Now, we are going to want to cheer on this important event, but the background of the conflict returns us to the depressing reality of the American labor movements history of racism. Washington had large numbers of free Black workers, and that number grew over time. White workers did not like this, not at all. They wanted protection from Black competition. But this gets worse. The Navy would also hire slaves that owners sent to them. This was common. Many slaves, especially away from cotton country, would work urban jobs as their owners hired them out to an employer, allowed them to keep some pittance of the money to support themselves in the city, and then pocketed the rest. So white labor didnt just have to compete against free Black labor. It had to compete against slaves. In fact, the Navy Yard was perhaps the largest employer of slaves in the country during the early 19th century, though I imagine the Tredegar Iron Works in Richmond might have a claim to that as well.

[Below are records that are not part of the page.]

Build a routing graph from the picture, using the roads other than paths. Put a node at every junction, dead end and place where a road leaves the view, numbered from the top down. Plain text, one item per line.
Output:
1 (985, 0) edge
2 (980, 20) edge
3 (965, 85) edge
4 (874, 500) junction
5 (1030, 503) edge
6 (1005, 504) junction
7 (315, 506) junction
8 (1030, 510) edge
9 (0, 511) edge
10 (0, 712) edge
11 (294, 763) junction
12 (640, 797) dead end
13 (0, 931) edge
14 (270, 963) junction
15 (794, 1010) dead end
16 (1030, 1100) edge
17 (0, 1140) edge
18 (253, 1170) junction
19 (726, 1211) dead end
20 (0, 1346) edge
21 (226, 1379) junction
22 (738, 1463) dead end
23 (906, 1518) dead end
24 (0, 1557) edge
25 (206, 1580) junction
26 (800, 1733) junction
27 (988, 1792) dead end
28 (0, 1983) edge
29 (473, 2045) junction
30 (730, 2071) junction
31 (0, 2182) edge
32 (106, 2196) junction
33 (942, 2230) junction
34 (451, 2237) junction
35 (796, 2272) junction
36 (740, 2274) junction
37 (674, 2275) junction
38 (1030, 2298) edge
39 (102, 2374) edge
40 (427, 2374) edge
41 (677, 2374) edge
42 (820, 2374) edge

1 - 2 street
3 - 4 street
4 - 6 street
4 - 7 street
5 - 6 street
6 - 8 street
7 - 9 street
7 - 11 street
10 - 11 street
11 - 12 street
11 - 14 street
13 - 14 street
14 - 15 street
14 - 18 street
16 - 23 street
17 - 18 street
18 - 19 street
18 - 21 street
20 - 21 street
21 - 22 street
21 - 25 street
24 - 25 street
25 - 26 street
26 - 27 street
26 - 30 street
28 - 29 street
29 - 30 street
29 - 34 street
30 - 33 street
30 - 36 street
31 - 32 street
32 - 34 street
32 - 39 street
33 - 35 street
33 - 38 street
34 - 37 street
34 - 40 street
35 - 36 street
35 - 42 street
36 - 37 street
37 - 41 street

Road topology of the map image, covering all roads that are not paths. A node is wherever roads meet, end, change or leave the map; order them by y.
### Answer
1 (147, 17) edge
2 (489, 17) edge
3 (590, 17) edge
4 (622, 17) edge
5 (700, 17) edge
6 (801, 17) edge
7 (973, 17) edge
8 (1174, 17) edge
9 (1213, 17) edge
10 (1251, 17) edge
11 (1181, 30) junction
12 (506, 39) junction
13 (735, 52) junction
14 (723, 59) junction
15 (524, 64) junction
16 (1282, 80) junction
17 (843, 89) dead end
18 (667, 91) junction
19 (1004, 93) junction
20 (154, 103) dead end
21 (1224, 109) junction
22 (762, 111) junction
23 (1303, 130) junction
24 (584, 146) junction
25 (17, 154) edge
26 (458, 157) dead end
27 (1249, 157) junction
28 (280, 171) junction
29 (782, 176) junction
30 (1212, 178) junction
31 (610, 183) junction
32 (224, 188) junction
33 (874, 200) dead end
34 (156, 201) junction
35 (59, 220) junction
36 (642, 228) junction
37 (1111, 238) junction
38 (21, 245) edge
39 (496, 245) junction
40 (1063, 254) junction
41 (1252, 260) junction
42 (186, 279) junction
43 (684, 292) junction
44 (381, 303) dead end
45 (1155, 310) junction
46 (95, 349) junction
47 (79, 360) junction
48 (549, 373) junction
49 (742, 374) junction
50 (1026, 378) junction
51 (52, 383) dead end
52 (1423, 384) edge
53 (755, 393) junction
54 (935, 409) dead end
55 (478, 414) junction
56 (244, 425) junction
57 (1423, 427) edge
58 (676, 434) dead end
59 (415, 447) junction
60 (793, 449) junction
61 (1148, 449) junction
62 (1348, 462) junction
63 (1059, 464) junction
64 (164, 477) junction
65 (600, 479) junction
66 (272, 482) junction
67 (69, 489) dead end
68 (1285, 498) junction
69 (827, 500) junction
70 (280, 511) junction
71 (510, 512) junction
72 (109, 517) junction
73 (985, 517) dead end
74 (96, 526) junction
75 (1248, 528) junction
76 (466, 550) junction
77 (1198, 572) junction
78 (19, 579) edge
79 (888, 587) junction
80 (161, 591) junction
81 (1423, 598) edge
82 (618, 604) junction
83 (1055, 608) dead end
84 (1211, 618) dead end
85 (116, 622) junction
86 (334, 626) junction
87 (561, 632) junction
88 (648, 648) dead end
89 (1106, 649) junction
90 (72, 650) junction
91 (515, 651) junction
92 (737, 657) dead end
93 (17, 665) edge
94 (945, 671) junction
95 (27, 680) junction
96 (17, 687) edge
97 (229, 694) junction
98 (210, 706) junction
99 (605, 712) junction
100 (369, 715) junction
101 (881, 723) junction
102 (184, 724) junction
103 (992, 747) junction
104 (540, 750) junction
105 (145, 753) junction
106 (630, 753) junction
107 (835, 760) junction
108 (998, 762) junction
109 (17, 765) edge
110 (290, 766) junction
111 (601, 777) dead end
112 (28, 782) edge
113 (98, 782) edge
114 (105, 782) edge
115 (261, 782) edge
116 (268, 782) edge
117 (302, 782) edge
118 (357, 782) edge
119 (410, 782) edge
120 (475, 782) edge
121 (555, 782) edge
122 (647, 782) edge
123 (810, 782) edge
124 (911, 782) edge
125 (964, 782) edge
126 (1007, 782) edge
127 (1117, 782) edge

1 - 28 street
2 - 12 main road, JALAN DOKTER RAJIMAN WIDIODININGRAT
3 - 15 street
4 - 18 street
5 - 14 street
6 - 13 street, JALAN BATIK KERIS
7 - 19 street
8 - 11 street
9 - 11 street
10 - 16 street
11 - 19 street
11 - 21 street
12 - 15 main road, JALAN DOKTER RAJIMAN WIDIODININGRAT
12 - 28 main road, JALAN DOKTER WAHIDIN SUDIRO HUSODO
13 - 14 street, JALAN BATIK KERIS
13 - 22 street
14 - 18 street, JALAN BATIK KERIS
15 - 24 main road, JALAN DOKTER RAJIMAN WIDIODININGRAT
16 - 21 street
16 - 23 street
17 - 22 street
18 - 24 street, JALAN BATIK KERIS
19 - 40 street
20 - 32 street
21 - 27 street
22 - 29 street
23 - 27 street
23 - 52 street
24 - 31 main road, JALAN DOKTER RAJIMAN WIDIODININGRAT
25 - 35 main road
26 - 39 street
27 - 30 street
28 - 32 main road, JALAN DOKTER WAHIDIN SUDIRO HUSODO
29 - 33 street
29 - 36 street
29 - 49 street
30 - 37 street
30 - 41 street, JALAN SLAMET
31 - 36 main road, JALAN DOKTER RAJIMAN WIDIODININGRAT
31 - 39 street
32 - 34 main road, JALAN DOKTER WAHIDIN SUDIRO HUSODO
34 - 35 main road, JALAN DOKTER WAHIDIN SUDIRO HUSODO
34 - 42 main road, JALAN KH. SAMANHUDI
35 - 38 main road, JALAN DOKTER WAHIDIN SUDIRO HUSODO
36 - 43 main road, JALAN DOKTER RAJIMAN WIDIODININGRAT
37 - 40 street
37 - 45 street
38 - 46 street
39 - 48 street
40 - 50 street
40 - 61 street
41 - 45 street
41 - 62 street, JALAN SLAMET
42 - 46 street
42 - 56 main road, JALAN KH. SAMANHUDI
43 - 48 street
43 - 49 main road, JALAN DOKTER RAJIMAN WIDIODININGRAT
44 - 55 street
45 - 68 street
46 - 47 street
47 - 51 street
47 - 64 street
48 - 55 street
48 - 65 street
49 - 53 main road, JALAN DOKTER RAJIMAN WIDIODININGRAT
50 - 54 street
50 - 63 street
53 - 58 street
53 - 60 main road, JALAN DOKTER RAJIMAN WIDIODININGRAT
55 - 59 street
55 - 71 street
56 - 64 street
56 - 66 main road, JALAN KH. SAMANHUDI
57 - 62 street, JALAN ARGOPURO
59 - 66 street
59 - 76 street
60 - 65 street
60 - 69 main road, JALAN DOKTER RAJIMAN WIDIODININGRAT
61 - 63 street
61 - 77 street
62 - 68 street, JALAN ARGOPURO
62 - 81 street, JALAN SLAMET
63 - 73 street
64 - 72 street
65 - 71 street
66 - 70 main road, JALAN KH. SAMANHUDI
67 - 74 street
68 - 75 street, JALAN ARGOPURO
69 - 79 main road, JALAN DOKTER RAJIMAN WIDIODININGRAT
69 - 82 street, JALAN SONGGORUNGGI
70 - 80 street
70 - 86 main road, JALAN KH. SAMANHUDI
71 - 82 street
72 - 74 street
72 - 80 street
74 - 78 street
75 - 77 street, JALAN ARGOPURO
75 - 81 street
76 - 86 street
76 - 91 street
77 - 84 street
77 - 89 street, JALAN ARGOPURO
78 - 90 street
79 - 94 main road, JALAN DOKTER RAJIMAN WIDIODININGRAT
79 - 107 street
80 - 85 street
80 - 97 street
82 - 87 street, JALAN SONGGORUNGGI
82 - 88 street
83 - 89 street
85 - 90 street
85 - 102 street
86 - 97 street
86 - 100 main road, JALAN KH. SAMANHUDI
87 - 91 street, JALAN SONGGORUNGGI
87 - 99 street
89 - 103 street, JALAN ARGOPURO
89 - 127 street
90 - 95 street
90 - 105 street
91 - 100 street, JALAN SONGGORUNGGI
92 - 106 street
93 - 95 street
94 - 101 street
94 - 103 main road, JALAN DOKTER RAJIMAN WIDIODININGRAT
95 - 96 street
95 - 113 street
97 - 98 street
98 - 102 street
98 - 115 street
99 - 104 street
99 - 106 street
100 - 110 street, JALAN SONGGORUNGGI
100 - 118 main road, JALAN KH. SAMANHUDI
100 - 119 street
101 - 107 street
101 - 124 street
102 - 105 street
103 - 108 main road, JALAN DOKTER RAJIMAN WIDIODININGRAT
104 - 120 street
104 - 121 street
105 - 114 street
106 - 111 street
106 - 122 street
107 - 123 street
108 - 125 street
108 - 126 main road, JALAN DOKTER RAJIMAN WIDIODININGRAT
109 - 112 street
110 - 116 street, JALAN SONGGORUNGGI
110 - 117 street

White workers did the more skilled work, while free Black people and slaves did the menial and grunt work. What all of them had in common though was being day laborers and also being subject to the whims of congressional appropriations. Congress did not like to spend money in these years. So work was inconsistent and often seasonal. Moreover, pay declined over time; for example, n 1808, carpenters made $2.50 a day, but by 1820, that had declined to $1.64 a day. On occasion before this, small groups of workers had made collective demands in a sort of proto-unionism, but these were unorganized spontaneous actions that the bosses could easily dismiss as a few angry men. The closest things had come to broader action is when a small group of workers in 1830 stayed away from the job for a week over pay issues.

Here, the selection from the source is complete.